> Task description
Every entry must reappear in your answer exactly as written, though its pictures must not.

*** Records to use Section Begins ***

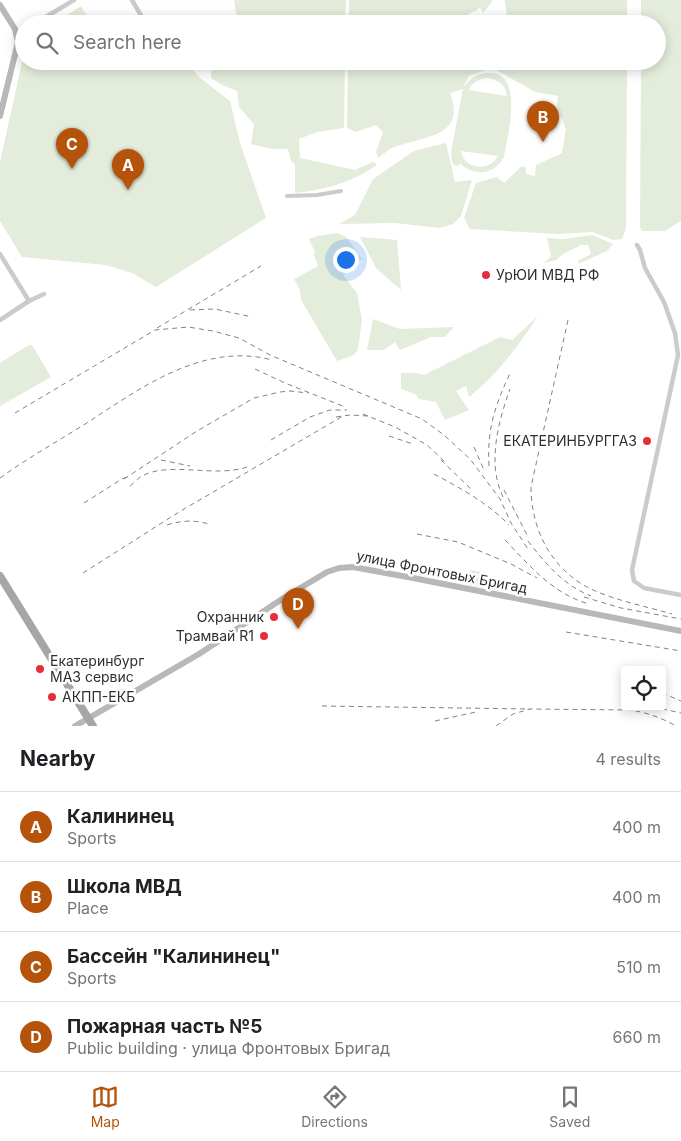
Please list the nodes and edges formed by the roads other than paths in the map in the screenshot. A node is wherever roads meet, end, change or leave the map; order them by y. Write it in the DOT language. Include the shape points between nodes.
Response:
graph roads {
  1 [pos="74,0"];
  2 [pos="132,0"];
  3 [pos="0,5"];
  4 [pos="49,15"];
  5 [pos="141,15"];
  6 [pos="15,29"];
  7 [pos="15,53"];
  8 [pos="1,105"];
  9 [pos="0,116"];
  10 [pos="341,191"];
  11 [pos="287,196"];
  12 [pos="637,245"];
  13 [pos="0,254"];
  14 [pos="44,294"];
  15 [pos="29,301"];
  16 [pos="0,320"];
  17 [pos="0,576"];
  18 [pos="681,595"];
  19 [pos="681,631"];
  20 [pos="88,718"];
  21 [pos="76,726"];
  22 [pos="93,726"];
  1 -- 4 [label="street"];
  2 -- 5 [label="street"];
  3 -- 6 [label="main road"];
  7 -- 8 [label="main road"];
  8 -- 9 [label="main road"];
  10 -- 11 [label="street"];
  12 -- 18 [label="street" via="645,268 664,302 675,333 678,355 632,570 633,578 644,588"];
  13 -- 15 [label="street"];
  14 -- 15 [label="street"];
  15 -- 16 [label="street"];
  17 -- 20 [label="main road"];
  19 -- 20 [label="main road, улица Фронтовых Бригад" via="353,567 339,568 327,572 199,654"];
  20 -- 21 [label="main road"];
  20 -- 22 [label="main road"];
}
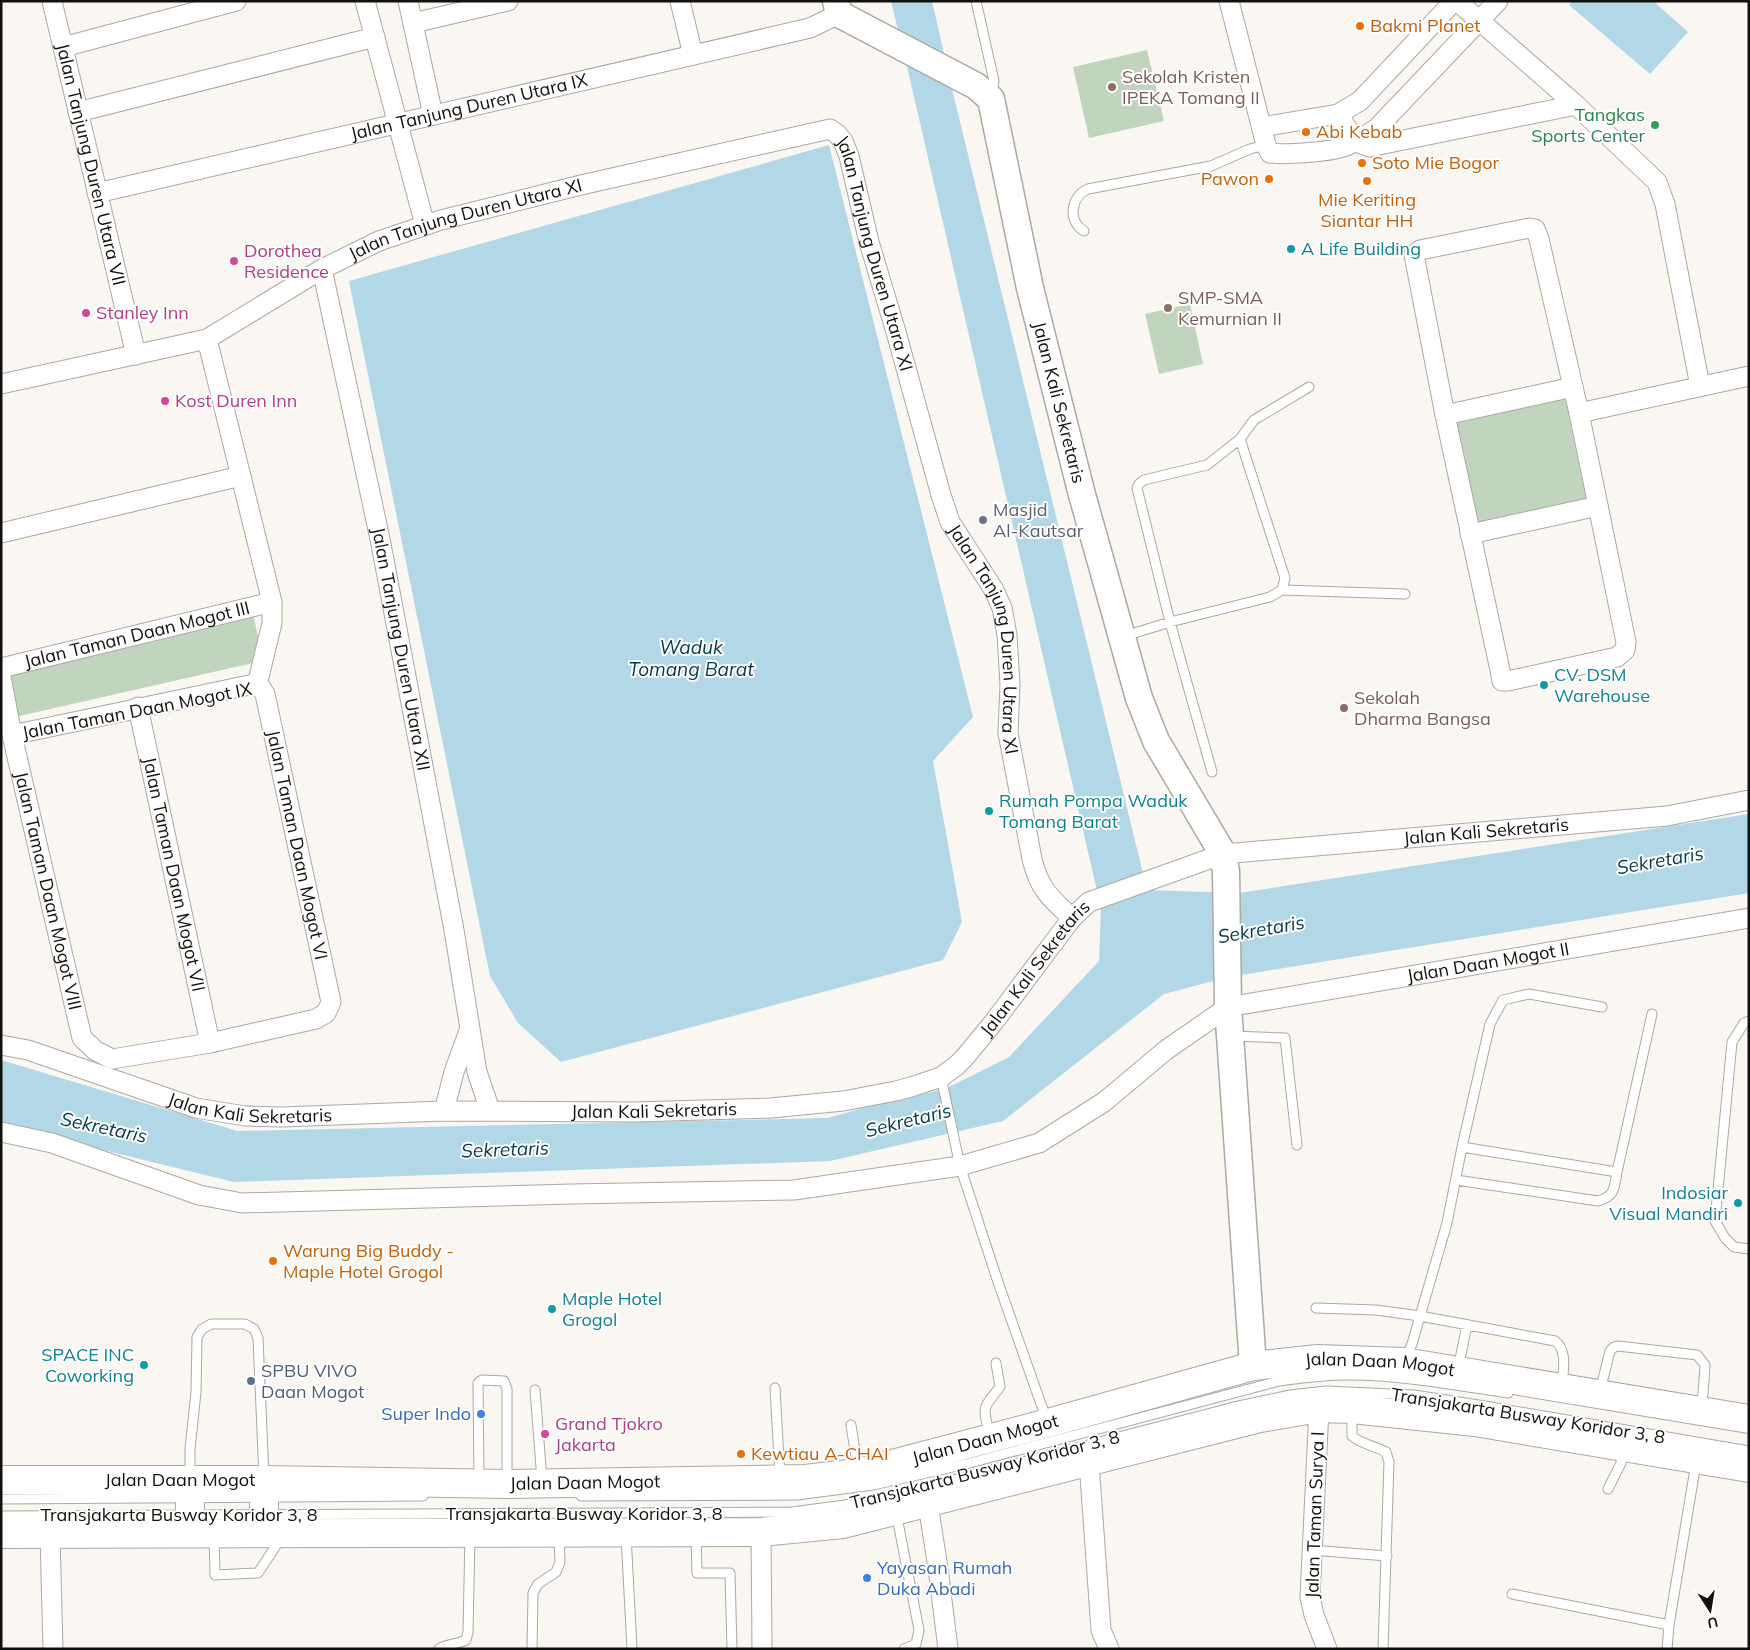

*** Records to use Section Ends ***

> Solution to this problem
Please list the nodes and edges formed by the roads other than paths in the map in the screenshot. A node is wherever roads meet, end, change or leave the map; order them by y. Write it in the DOT language. Include the shape points between nodes.
Response:
graph roads {
  1 [pos="74,0"];
  2 [pos="132,0"];
  3 [pos="0,5"];
  4 [pos="49,15"];
  5 [pos="141,15"];
  6 [pos="15,29"];
  7 [pos="15,53"];
  8 [pos="1,105"];
  9 [pos="0,116"];
  10 [pos="341,191"];
  11 [pos="287,196"];
  12 [pos="637,245"];
  13 [pos="0,254"];
  14 [pos="44,294"];
  15 [pos="29,301"];
  16 [pos="0,320"];
  17 [pos="0,576"];
  18 [pos="681,595"];
  19 [pos="681,631"];
  20 [pos="88,718"];
  21 [pos="76,726"];
  22 [pos="93,726"];
  1 -- 4 [label="street"];
  2 -- 5 [label="street"];
  3 -- 6 [label="main road"];
  7 -- 8 [label="main road"];
  8 -- 9 [label="main road"];
  10 -- 11 [label="street"];
  12 -- 18 [label="street" via="645,268 664,302 675,333 678,355 632,570 633,578 644,588"];
  13 -- 15 [label="street"];
  14 -- 15 [label="street"];
  15 -- 16 [label="street"];
  17 -- 20 [label="main road"];
  19 -- 20 [label="main road, улица Фронтовых Бригад" via="353,567 339,568 327,572 199,654"];
  20 -- 21 [label="main road"];
  20 -- 22 [label="main road"];
}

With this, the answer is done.